- _RECORDS FOR PROCESSING_

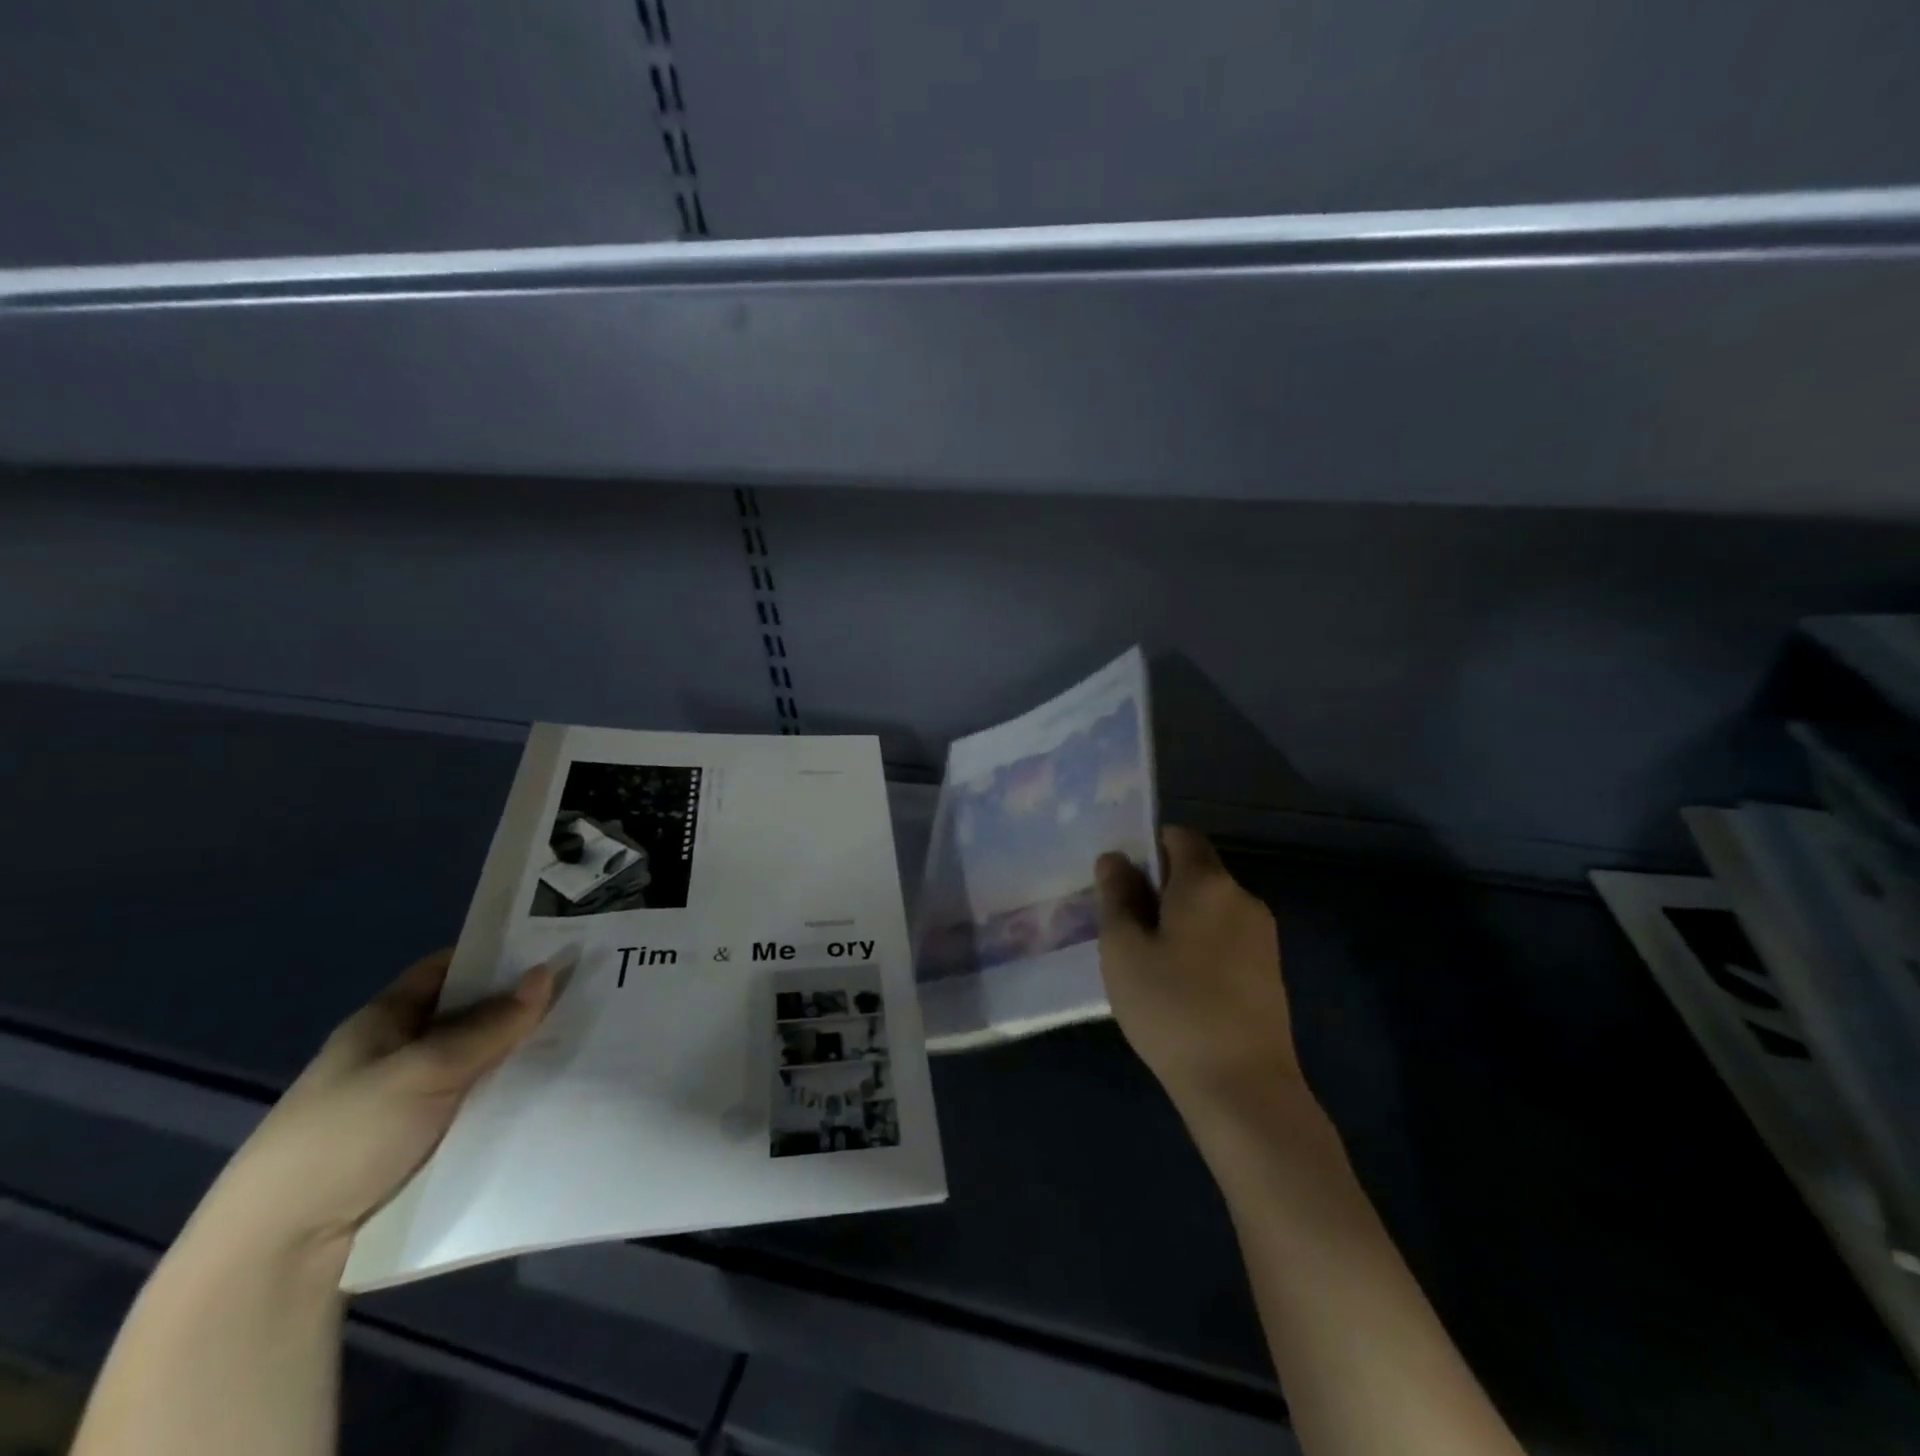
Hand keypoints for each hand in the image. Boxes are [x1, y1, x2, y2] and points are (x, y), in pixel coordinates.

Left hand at [195, 949, 554, 1265]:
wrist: (280, 1253)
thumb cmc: (347, 1137)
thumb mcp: (425, 1070)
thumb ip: (490, 1025)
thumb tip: (547, 972)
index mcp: (384, 1021)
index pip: (448, 969)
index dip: (495, 954)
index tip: (554, 946)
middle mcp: (397, 1053)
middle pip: (470, 1016)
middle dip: (521, 1006)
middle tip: (587, 992)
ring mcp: (409, 1101)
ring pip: (479, 1063)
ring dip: (520, 1054)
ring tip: (588, 1038)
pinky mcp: (422, 1144)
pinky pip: (478, 1104)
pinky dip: (510, 1095)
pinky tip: (554, 1090)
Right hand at [1096, 828, 1303, 1122]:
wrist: (1243, 1087)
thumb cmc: (1172, 1007)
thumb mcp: (1124, 949)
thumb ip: (1117, 896)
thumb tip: (1115, 858)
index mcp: (1207, 882)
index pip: (1180, 836)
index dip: (1148, 847)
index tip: (1121, 880)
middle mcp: (1242, 897)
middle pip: (1196, 872)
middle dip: (1160, 888)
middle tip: (1124, 926)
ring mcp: (1263, 936)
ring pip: (1211, 908)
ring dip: (1179, 920)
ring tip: (1148, 961)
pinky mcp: (1271, 971)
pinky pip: (1227, 938)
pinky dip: (1201, 945)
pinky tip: (1181, 986)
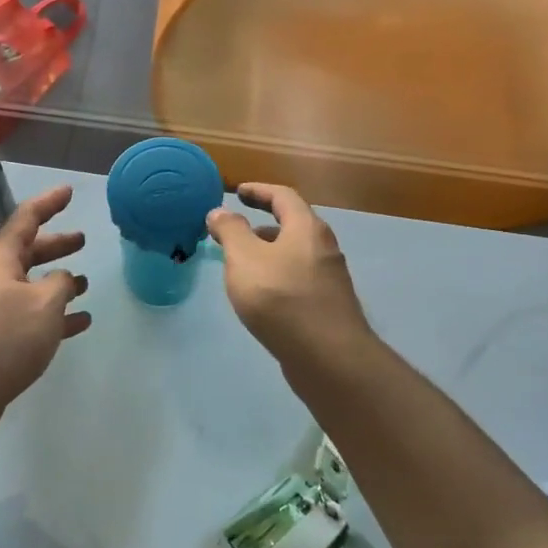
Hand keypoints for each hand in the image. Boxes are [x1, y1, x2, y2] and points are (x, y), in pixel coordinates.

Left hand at [0, 184, 90, 401]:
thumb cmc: (7, 334)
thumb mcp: (45, 302)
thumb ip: (62, 283)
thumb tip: (65, 280)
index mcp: (1, 257)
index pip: (27, 218)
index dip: (49, 202)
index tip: (68, 191)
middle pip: (30, 251)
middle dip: (56, 244)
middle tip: (82, 239)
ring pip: (33, 284)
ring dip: (59, 282)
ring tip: (86, 283)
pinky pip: (33, 314)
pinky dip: (57, 314)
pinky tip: (82, 322)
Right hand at [205, 183, 372, 366]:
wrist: (327, 356)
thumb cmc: (281, 298)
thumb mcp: (244, 259)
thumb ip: (230, 231)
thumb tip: (219, 211)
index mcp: (306, 228)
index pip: (283, 196)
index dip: (258, 190)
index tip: (238, 191)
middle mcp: (323, 246)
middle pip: (292, 224)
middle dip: (262, 222)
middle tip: (235, 228)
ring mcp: (329, 277)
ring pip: (295, 253)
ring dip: (269, 250)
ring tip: (241, 263)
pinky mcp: (327, 304)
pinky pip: (298, 277)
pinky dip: (277, 273)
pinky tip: (261, 294)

- _EXERCISE OBJECTIVE_
In your copy, repeat the records above exactly and include no images.

- _TASK ANSWER_
Hand keypoints for each hand in the image. Boxes are [x1, y1, x2, y2] and points are (x, y), in pixel coordinates.

Left hand at [195, 949, 554, 1265]:
wrist: (280, 1253)
thumb cmc: (347, 1137)
thumb mcp: (425, 1070)
thumb ip: (490, 1025)
thumb tip: (547, 972)
index mcp: (384, 1021)
index pip: (448, 969)
index dip: (495, 954)
index tip: (554, 946)
middle mcp: (397, 1053)
middle pip: (470, 1016)
middle dip: (521, 1006)
middle tip: (587, 992)
ring mcp: (409, 1101)
ring pip: (479, 1063)
ring dip: (520, 1054)
ring tip: (588, 1038)
pinky mcp: (422, 1144)
pinky pip: (478, 1104)
pinky dip: (510, 1095)
pinky tip: (554, 1090)
Right hand at [1096, 828, 1303, 1122]:
wrist: (1243, 1087)
thumb cmc: (1172, 1007)
thumb mcp: (1124, 949)
thumb ip: (1117, 896)
thumb tip: (1115, 858)
index mcp: (1207, 882)
index pip: (1180, 836)
index dip: (1148, 847)
index tip: (1121, 880)
middle mcp: (1242, 897)
middle pip: (1196, 872)
middle dip: (1160, 888)
middle tip: (1124, 926)
ring mcp: (1263, 936)
ring pip: (1211, 908)
ring dip: (1179, 920)
ring tip: (1148, 961)
pinky mcp: (1271, 971)
pinky pip: (1227, 938)
pinky dip: (1201, 945)
pinky tip: (1181, 986)
Hand keypoints for each hand in the image. Boxes are [x1, y1, x2, y2] and points are (x, y), in pixel coordinates.

Left hand at [0, 184, 90, 401]:
thumb cmc: (7, 334)
thumb mcp: (45, 302)
thumb ip: (62, 283)
thumb tip: (65, 280)
index mcp: (1, 257)
index pip: (27, 218)
index dip: (49, 202)
index tip: (68, 191)
middle pip: (30, 251)
middle dip: (56, 244)
middle tip: (82, 239)
ring pip: (33, 284)
ring dip: (59, 282)
ring tip: (86, 283)
pinky pip: (33, 314)
pinky dip: (57, 314)
pinky tip: (82, 322)
Right hand at [205, 183, 372, 366]:
wrist: (327, 356)
thumb cmc: (281, 298)
thumb mcp: (244, 259)
thumb ip: (230, 231)
thumb tip: (219, 211)
index mcp: (306, 228)
index pip: (283, 196)
index dip: (258, 190)
index tip: (238, 191)
middle mcp: (323, 246)
middle pip: (292, 224)
middle dip: (262, 222)
middle tip: (235, 228)
ring mcp: (329, 277)
ring pip: (295, 253)
ring dip: (269, 250)
ring tip: (241, 263)
pinky mcp: (327, 304)
pinky pip: (298, 277)
pinky dip: (277, 273)
pinky tip: (261, 294)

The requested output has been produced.